== DIRECTIONS FOR THIS TASK ==
If a line in the entries includes "Roussel", show that line.

(Beginning of INPUT)

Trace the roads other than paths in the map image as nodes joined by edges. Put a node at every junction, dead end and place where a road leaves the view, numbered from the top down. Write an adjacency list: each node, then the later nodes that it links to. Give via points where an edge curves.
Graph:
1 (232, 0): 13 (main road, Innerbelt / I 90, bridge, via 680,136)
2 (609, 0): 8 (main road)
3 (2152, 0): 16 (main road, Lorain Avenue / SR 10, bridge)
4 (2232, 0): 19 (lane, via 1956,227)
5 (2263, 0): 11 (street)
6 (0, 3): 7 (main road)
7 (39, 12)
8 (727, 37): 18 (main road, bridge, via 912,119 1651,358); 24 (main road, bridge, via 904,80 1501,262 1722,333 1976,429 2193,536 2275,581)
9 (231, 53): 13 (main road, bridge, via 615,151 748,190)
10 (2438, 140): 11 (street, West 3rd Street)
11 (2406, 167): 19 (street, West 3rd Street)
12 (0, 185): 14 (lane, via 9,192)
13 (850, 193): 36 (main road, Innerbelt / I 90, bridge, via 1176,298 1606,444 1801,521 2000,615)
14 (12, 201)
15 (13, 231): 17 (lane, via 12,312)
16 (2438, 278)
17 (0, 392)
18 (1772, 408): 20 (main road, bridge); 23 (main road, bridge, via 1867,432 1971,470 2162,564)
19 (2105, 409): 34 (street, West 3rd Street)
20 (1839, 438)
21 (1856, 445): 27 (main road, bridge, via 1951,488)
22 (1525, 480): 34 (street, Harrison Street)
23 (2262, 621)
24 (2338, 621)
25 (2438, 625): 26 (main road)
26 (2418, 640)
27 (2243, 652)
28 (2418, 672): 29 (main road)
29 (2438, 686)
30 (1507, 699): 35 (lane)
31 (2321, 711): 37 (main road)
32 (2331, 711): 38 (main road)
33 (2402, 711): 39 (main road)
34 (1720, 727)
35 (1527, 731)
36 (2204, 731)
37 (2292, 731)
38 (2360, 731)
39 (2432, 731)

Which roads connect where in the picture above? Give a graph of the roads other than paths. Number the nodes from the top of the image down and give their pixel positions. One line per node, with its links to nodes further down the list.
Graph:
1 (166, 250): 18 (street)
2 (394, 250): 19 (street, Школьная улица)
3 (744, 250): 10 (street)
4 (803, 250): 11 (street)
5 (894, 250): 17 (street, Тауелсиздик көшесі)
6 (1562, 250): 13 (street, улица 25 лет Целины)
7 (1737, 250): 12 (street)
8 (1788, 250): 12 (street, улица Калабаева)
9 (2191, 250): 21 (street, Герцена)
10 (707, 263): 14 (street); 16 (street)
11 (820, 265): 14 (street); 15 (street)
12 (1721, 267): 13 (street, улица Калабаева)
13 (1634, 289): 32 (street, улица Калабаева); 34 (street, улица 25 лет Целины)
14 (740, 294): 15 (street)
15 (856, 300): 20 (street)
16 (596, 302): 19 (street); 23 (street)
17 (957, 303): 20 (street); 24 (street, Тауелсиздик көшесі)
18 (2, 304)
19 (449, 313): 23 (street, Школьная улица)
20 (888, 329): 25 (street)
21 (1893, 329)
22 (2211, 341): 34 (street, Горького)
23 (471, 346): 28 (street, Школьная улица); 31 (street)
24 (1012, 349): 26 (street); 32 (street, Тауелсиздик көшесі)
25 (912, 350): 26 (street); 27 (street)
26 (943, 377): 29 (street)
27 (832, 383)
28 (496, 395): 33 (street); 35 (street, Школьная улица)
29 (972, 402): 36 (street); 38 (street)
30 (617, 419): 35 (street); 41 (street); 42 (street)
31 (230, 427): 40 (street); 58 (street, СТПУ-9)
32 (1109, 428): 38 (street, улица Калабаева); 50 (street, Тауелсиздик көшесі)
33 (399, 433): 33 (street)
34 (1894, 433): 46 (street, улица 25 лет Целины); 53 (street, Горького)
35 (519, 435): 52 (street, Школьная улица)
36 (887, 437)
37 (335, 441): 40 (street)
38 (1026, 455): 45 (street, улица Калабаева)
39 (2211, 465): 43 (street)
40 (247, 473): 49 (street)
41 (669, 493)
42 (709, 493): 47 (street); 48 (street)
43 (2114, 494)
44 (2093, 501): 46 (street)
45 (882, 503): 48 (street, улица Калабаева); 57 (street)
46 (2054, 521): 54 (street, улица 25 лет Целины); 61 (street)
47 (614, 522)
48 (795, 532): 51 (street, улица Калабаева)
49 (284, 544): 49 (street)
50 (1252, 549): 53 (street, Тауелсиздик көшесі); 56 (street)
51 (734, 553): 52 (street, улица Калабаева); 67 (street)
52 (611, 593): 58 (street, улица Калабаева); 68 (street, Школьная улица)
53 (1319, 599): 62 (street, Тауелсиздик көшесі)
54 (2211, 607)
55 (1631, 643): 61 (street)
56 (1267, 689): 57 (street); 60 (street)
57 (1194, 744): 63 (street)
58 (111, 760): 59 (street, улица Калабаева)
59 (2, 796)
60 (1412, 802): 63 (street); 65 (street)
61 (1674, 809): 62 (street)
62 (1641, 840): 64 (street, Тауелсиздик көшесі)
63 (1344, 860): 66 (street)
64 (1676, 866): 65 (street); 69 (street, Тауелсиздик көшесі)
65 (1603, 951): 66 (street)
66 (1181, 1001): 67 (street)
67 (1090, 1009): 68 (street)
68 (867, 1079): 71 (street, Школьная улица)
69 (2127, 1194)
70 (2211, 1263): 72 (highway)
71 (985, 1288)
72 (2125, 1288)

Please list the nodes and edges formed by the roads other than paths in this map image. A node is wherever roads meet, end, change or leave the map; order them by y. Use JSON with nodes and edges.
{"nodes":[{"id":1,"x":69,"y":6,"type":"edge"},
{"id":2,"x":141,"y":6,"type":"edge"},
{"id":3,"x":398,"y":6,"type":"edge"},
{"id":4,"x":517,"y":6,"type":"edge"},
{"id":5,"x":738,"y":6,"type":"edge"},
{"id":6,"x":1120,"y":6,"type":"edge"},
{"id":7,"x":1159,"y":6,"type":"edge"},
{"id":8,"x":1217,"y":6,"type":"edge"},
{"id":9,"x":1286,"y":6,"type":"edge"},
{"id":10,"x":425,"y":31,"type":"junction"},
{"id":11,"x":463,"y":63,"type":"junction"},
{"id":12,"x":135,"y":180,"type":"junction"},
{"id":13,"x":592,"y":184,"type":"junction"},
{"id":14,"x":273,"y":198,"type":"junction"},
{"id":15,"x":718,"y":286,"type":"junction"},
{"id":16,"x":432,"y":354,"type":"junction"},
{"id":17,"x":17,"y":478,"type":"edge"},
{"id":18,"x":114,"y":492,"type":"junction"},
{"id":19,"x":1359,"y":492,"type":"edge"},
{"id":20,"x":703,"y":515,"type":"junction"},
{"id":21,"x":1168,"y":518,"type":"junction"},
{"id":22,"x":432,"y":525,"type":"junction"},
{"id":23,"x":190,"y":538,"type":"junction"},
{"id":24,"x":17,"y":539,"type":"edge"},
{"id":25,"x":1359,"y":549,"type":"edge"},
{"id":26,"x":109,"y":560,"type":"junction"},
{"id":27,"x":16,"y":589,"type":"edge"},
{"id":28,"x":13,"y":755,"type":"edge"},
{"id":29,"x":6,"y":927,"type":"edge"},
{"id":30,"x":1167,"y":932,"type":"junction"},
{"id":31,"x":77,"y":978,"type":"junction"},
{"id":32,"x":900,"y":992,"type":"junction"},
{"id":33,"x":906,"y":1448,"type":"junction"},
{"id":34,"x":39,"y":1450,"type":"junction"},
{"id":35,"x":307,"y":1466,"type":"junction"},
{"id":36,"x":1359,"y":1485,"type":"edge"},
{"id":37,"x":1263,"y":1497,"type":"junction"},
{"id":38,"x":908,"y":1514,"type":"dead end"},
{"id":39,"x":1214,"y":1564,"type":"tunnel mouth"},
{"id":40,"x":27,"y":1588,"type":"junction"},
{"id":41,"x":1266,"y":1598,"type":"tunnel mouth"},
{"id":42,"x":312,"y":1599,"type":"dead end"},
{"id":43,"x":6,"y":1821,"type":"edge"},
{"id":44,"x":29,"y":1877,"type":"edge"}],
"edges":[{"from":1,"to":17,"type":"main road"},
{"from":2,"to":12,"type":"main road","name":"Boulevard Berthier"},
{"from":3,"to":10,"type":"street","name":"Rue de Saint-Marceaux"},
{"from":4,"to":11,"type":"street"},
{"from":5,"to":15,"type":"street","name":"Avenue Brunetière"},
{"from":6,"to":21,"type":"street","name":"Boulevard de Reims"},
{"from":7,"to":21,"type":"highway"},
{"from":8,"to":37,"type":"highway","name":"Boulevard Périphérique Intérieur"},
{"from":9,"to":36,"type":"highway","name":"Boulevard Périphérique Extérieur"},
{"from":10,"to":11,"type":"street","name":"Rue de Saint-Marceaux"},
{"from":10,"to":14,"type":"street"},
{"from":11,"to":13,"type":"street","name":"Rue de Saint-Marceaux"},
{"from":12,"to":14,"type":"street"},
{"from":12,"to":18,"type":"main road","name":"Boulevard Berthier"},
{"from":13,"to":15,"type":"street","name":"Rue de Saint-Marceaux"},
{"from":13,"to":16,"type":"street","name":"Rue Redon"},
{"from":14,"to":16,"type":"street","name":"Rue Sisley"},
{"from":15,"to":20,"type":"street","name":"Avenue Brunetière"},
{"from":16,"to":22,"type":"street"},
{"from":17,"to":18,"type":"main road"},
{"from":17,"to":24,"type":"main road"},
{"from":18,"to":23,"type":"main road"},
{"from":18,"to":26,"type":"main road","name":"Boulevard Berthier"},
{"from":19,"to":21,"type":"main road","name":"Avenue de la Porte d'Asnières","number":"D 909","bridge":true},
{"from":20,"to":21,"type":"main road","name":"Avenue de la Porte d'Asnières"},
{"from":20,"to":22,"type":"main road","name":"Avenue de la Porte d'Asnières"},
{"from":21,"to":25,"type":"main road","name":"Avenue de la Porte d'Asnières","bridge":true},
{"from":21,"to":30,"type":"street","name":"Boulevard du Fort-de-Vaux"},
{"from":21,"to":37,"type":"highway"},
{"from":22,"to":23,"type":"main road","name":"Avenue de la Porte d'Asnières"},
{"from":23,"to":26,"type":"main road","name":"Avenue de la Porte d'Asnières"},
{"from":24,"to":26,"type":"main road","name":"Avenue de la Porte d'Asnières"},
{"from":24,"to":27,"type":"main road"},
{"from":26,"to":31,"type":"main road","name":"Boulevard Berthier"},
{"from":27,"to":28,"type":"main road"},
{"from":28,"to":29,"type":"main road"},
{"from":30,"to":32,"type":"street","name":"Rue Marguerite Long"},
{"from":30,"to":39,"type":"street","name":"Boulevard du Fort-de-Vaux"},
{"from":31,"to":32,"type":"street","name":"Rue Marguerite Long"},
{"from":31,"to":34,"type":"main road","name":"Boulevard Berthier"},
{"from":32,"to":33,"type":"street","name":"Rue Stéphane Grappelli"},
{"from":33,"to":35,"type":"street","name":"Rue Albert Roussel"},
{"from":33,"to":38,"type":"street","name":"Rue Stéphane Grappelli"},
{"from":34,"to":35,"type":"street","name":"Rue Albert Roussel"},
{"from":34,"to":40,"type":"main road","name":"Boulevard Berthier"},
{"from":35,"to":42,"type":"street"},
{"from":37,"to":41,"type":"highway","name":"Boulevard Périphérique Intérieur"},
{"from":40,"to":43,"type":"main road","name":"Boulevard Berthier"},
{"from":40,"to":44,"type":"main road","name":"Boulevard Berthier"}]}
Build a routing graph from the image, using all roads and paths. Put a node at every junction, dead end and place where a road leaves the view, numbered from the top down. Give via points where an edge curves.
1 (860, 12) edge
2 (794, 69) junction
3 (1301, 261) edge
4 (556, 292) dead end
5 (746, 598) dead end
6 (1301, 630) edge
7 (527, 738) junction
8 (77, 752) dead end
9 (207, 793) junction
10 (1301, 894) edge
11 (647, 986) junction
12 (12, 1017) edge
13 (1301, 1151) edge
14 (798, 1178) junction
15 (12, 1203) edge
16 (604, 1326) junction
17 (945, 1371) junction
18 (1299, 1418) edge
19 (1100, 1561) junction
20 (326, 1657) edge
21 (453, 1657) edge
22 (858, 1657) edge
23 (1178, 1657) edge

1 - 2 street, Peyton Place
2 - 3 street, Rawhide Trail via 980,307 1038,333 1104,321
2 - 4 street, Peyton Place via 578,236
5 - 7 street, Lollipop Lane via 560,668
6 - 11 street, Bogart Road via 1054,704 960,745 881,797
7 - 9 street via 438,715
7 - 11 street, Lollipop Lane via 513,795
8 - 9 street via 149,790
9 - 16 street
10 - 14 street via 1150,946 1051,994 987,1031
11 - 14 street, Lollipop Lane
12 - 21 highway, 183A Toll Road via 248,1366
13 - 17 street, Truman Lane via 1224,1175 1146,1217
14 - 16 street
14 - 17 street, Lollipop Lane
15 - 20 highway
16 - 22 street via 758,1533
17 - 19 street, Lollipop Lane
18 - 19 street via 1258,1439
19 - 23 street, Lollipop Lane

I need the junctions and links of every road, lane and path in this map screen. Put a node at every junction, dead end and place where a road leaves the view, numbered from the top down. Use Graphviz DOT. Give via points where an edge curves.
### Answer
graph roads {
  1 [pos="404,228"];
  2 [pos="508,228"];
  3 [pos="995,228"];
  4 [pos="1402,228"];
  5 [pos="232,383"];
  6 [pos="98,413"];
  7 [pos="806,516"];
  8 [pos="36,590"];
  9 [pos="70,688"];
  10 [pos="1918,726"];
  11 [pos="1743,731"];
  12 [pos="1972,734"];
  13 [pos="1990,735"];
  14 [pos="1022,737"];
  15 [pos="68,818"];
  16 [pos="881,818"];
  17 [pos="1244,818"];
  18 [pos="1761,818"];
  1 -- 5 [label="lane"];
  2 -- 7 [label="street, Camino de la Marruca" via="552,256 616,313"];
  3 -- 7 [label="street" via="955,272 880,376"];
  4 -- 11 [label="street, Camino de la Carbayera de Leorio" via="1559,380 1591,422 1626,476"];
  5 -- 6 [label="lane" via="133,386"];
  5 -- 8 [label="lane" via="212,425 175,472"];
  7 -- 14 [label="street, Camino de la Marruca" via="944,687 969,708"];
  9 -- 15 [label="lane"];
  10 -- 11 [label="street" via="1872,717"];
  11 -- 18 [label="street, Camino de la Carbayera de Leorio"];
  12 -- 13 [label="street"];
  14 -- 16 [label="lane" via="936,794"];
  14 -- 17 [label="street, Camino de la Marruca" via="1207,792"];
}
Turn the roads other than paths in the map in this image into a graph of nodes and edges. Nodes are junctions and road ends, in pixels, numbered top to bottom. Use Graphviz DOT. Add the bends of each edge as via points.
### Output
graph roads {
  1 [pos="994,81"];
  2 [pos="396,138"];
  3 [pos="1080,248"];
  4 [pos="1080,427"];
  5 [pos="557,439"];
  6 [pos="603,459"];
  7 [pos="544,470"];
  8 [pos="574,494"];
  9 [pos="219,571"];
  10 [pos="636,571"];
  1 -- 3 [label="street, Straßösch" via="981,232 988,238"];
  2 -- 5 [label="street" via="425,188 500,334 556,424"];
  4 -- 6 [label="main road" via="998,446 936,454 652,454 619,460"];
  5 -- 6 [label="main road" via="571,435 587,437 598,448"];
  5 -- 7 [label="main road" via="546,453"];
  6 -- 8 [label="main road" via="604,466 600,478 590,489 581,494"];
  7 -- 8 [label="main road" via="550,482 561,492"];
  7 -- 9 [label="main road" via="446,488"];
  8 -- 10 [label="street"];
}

(End of INPUT)

== EXPECTED ANSWER ==
{"from":33,"to":35,"type":"street","name":"Rue Albert Roussel"},
{"from":34,"to":35,"type":"street","name":"Rue Albert Roussel"},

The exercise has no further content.